-------- Records

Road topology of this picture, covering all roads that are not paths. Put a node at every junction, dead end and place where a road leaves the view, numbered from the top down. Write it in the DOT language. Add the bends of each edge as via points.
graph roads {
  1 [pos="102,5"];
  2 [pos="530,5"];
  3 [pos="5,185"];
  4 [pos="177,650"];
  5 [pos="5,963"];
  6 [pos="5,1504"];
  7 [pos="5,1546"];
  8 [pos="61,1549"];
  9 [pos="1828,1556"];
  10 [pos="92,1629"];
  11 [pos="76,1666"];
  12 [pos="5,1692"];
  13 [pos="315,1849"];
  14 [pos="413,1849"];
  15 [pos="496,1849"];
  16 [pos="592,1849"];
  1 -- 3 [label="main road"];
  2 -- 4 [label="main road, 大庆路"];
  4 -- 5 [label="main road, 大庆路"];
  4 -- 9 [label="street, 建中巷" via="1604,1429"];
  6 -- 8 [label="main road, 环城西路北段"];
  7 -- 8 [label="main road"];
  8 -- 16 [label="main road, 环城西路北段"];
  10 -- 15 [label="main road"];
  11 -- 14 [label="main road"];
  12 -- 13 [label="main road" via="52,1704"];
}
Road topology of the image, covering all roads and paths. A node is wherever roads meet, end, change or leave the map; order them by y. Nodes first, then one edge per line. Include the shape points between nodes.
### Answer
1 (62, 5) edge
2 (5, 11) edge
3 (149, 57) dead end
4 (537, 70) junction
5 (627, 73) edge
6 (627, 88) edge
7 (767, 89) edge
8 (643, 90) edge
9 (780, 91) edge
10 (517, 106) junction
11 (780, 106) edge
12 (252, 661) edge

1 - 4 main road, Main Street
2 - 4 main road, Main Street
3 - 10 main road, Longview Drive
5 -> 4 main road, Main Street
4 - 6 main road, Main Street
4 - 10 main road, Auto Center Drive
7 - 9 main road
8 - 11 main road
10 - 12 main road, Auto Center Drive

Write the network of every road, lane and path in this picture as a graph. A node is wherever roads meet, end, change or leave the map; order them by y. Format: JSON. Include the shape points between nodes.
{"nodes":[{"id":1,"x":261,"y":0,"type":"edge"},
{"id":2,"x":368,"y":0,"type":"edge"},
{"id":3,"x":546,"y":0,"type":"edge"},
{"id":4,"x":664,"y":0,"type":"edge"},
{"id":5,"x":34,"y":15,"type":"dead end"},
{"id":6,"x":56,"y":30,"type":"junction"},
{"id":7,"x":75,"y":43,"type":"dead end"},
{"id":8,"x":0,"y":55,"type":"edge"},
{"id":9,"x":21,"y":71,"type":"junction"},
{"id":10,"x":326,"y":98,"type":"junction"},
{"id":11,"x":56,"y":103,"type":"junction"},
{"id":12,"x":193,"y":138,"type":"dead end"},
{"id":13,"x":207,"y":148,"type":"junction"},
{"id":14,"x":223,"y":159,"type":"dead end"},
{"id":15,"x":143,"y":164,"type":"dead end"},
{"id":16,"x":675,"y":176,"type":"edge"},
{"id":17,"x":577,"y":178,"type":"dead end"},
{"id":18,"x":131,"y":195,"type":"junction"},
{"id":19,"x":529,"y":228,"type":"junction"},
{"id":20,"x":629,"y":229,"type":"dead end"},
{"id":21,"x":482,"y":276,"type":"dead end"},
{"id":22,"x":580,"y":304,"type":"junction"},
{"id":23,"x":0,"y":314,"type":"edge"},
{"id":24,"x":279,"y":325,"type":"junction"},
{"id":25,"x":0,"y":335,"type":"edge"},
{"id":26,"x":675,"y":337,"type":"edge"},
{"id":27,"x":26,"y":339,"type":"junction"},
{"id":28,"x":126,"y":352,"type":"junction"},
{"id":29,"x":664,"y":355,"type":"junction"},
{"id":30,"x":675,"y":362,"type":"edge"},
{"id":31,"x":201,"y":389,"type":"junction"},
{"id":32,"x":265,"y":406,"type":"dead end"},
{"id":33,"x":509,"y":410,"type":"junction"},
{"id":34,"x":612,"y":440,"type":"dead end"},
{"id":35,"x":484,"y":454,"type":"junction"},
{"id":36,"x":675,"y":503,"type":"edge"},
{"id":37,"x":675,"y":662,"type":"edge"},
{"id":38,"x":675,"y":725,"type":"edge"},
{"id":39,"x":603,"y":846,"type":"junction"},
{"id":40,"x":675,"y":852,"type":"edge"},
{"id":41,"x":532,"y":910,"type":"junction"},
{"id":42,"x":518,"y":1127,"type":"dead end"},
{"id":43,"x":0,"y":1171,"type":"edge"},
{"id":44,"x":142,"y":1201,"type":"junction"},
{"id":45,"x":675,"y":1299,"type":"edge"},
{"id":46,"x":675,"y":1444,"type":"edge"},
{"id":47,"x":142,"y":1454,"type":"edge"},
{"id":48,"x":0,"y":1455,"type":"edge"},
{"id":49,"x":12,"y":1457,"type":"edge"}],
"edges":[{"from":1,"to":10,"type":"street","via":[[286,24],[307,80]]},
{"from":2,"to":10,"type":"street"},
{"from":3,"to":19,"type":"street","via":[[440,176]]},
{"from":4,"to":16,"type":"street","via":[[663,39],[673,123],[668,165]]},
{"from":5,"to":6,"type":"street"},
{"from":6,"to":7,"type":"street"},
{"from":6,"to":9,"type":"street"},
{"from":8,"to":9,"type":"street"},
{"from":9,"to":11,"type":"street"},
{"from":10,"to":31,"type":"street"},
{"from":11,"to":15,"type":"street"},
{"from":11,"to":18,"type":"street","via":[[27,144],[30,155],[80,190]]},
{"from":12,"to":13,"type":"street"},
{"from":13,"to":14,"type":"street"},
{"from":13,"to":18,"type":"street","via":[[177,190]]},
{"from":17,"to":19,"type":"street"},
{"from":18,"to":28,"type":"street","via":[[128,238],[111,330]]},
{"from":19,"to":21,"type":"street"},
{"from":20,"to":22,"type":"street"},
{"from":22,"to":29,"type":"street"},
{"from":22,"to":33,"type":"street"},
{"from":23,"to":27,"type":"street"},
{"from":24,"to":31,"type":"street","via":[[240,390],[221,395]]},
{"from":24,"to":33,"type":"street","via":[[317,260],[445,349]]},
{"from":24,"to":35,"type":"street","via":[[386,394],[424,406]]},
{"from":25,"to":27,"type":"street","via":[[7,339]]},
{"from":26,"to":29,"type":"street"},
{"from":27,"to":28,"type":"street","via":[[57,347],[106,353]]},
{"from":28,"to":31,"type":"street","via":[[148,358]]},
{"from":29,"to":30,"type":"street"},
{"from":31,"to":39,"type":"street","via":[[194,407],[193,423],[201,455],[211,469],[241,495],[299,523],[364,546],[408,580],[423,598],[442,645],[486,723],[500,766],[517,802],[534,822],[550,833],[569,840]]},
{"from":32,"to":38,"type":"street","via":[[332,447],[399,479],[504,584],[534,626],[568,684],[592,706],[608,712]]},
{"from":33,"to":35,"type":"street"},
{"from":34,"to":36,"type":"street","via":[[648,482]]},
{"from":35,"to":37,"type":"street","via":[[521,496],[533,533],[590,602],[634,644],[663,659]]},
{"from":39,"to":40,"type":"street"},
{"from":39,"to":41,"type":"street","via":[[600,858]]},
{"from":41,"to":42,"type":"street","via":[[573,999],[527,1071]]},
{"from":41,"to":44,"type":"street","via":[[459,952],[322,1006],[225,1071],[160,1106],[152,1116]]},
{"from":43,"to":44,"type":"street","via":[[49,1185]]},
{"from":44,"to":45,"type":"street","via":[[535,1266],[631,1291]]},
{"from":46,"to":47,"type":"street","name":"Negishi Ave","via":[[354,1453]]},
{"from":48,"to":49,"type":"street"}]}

----------------

* **Task to complete**
Extract the data in full. Keep it word for word.

* **Task response**
Road topology of this picture, covering all roads that are not paths. Put a node at every junction, dead end and place where a road leaves the view, numbered from the top down. Write it in the DOT language. Add the bends of each edge as via points.
graph roads {
  1 [pos="102,5"];
  2 [pos="530,5"];
  3 [pos="5,185"];
  4 [pos="177,650"];
  5 [pos="5,963"];
  6 [pos="5,1504"];
  7 [pos="5,1546"];
  8 [pos="61,1549"];
  9 [pos="1828,1556"];
  10 [pos="92,1629"];
  11 [pos="76,1666"];
  12 [pos="5,1692"];
  13 [pos="315,1849"];
  14 [pos="413,1849"];
  15 [pos="496,1849"];
  16 [pos="592,1849"];
  1 -- 3 [label="main road"];
  2 -- 4 [label="main road, 大庆路"];
  4 -- 5 [label="main road, 大庆路"];
  4 -- 9 [label="street, 建中巷" via="1604,1429"];
  6 -- 8 [label="main road, 环城西路北段"];
  7 -- 8 [label="main road"];
  8 -- 16 [label="main road, 环城西路北段"];
  10 -- 15 [label="main road"];
  11 -- 14 [label="main road"];
  12 -- 13 [label="main road" via="52,1704"];
}
Road topology of the image, covering all roads and paths. A node is wherever roads meet, end, change or leave the map; order them by y. Nodes first, then one edge per line. Include the shape points between nodes.
### Answer
1 (62, 5) edge
2 (5, 11) edge
3 (149, 57) dead end
4 (537, 70) junction
5 (627, 73) edge
6 (627, 88) edge
7 (767, 89) edge
8 (643, 90) edge
9 (780, 91) edge
10 (517, 106) junction
11 (780, 106) edge
12 (252, 661) edge

1 - 4 main road, Main Street
2 - 4 main road, Main Street
3 - 10 main road, Longview Drive
5 -> 4 main road, Main Street
4 - 6 main road, Main Street
4 - 10 main road, Auto Center Drive
7 - 9 main road
8 - 11 main road
10 - 12 main road, Auto Center Drive

Write the network of every road, lane and path in this picture as a graph. A node is wherever roads meet, end, change or leave the map; order them by y. Format: JSON. Include the shape points between nodes.
{"nodes":[{"id":1,"x":261,"y":0,"type":"edge"},
{"id":2,"x":368,"y":0,"type":"edge"},
{"id":3,"x":546,"y":0,"type":"edge"},
{"id":4,"x":664,"y":0,"type":"edge"},
{"id":5,"x":34,"y":15,"type":"dead end"},
{"id":6,"x":56,"y":30,"type":"junction"},
{"id":7,"x":75,"y":43,"type":"dead end"},
{"id":8,"x":0,"y":55,"type":"edge"},
{"id":9,"x":21,"y":71,"type":"junction"},
{"id":10,"x":326,"y":98,"type":"junction"},
{"id":11,"x":56,"y":103,"type":"junction"},
{"id":12,"x":193,"y":138,"type":"dead end"},
{"id":13,"x":207,"y":148,"type":"junction"},
{"id":14,"x":223,"y":159,"type":"dead end"},
{"id":15,"x":143,"y":164,"type":"dead end"},
{"id":16,"x":675,"y":176,"type":"edge"},
{"id":17,"x":577,"y":178,"type":"dead end"},
{"id":18,"x":131,"y":195,"type":"junction"},
{"id":19,"x":529,"y":228,"type":"junction"},
{"id":20,"x":629,"y":229,"type":"dead end"},
{"id":21,"x":482,"y":276,"type":"dead end"},
{"id":22,"x":580,"y":304,"type":"junction"},
{"id":23,"x":0,"y":314,"type":"edge"},
{"id":24,"x":279,"y":325,"type":"junction"},
{"id":25,"x":0,"y":335,"type":"edge"},
{"id":26,"x":675,"y":337,"type":"edge"},
{"id":27,"x":26,"y":339,"type":"junction"},
{"id":28,"x":126,"y":352,"type":"junction"},
{"id":29,"x":664,"y":355,"type":"junction"},
{"id":30,"x":675,"y":362,"type":"edge"},
{"id":31,"x":201,"y":389,"type":"junction"},
{"id":32,"x":265,"y":406,"type":"dead end"},
{"id":33,"x":509,"y":410,"type":"junction"},
{"id":34,"x":612,"y":440,"type":"dead end"},
{"id":35,"x":484,"y":454,"type":"junction"},
{"id":36,"x":675,"y":503,"type":"edge"},
{"id":37,"x":675,"y":662,"type":"edge"},
{"id":38,"x":675,"y":725,"type":"edge"},
{"id":39,"x":603,"y":846,"type":"junction"},
{"id":40,"x":675,"y":852,"type":"edge"},
{"id":41,"x":532,"y":910,"type":"junction"},
{"id":42,"x":518,"y":1127,"type":"dead end"},
{"id":43,"x":0,"y":1171,"type":"edge"},
{"id":44,"x":142,"y":1201,"type":"junction"},
{"id":45,"x":675,"y":1299,"type":"edge"},
{"id":46,"x":675,"y":1444,"type":"edge"},
{"id":47,"x":142,"y":1454,"type":"edge"},
{"id":48,"x":0,"y":1455,"type":"edge"},
{"id":49,"x":12,"y":1457,"type":"edge"}],
"edges":[{"from":1,"to":10,"type":"street","via":[[286,24],[307,80]]},
{"from":2,"to":10,"type":"street"},
{"from":3,"to":19,"type":"street","via":[[440,176]]},
{"from":4,"to":16,"type":"street","via":[[663,39],[673,123],[668,165]]},
{"from":5,"to":6,"type":"street"},
{"from":6,"to":7,"type":"street"},
{"from":6,"to":9,"type":"street"},
{"from":8,"to":9,"type":"street"},
{"from":9,"to":11,"type":"street"},
{"from":10,"to":31,"type":"street"},
{"from":11,"to":15,"type":"street"},
{"from":11,"to":18,"type":"street","via":[[27,144],[30,155],[80,190]]},
{"from":12,"to":13,"type":"street"},
{"from":13,"to":14,"type":"street"},
{"from":13,"to":18,"type":"street","via":[[177,190]]},
{"from":17,"to":19,"type":"street"},
{"from":18,"to":28,"type":"street","via":[[128,238],[111,330]]},
{"from":19,"to":21,"type":"street"},
{"from":20,"to":22,"type":"street"},
{"from":22,"to":29,"type":"street"},
{"from":22,"to":33,"type":"street"},
{"from":23,"to":27,"type":"street"},
{"from":24,"to":31,"type":"street","via":[[240,390],[221,395]]},
{"from":24,"to":33,"type":"street","via":[[317,260],[445,349]]},
{"from":24,"to":35,"type":"street","via":[[386,394],[424,406]]},
{"from":25,"to":27,"type":"street","via":[[7,339]]},
{"from":26,"to":29,"type":"street"},
{"from":27,"to":28,"type":"street","via":[[57,347],[106,353]]},
{"from":28,"to":31,"type":"street","via":[[148,358]]},
{"from":29,"to":30,"type":"street"},
{"from":31,"to":39,"type":"street","via":[[194,407],[193,423],[201,455],[211,469],[241,495],[299,523],[364,546],[408,580],[423,598],[442,645],[486,723],[500,766],[517,802],[534,822],[550,833],[569,840]]},
{"from":32,"to":38,"type":"street","via":[[332,447],[399,479],[504,584],[534,626],[568,684],[592,706],[608,712]]},
{"from":33,"to":35,"type":"street"},
{"from":34,"to":36,"type":"street","via":[[648,482]]},
{"from":35,"to":37,"type":"street","via":[[521,496],[533,533],[590,602],[634,644],[663,659]]},
{"from":39,"to":40,"type":"street"},
{"from":39,"to":41,"type":"street","via":[[600,858]]},
{"from":41,"to":42,"type":"street","via":[[573,999],[527,1071]]},
{"from":41,"to":44,"type":"street","via":[[459,952],[322,1006],[225,1071],[160,1106],[152,1116]]},
{"from":43,"to":44,"type":"street","via":[[49,1185]]},
{"from":44,"to":45,"type":"street","via":[[535,1266],[631,1291]]},
{"from":46,"to":47,"type":"street","name":"Negishi Ave","via":[[354,1453]]},
{"from":48,"to":49,"type":"street"}]}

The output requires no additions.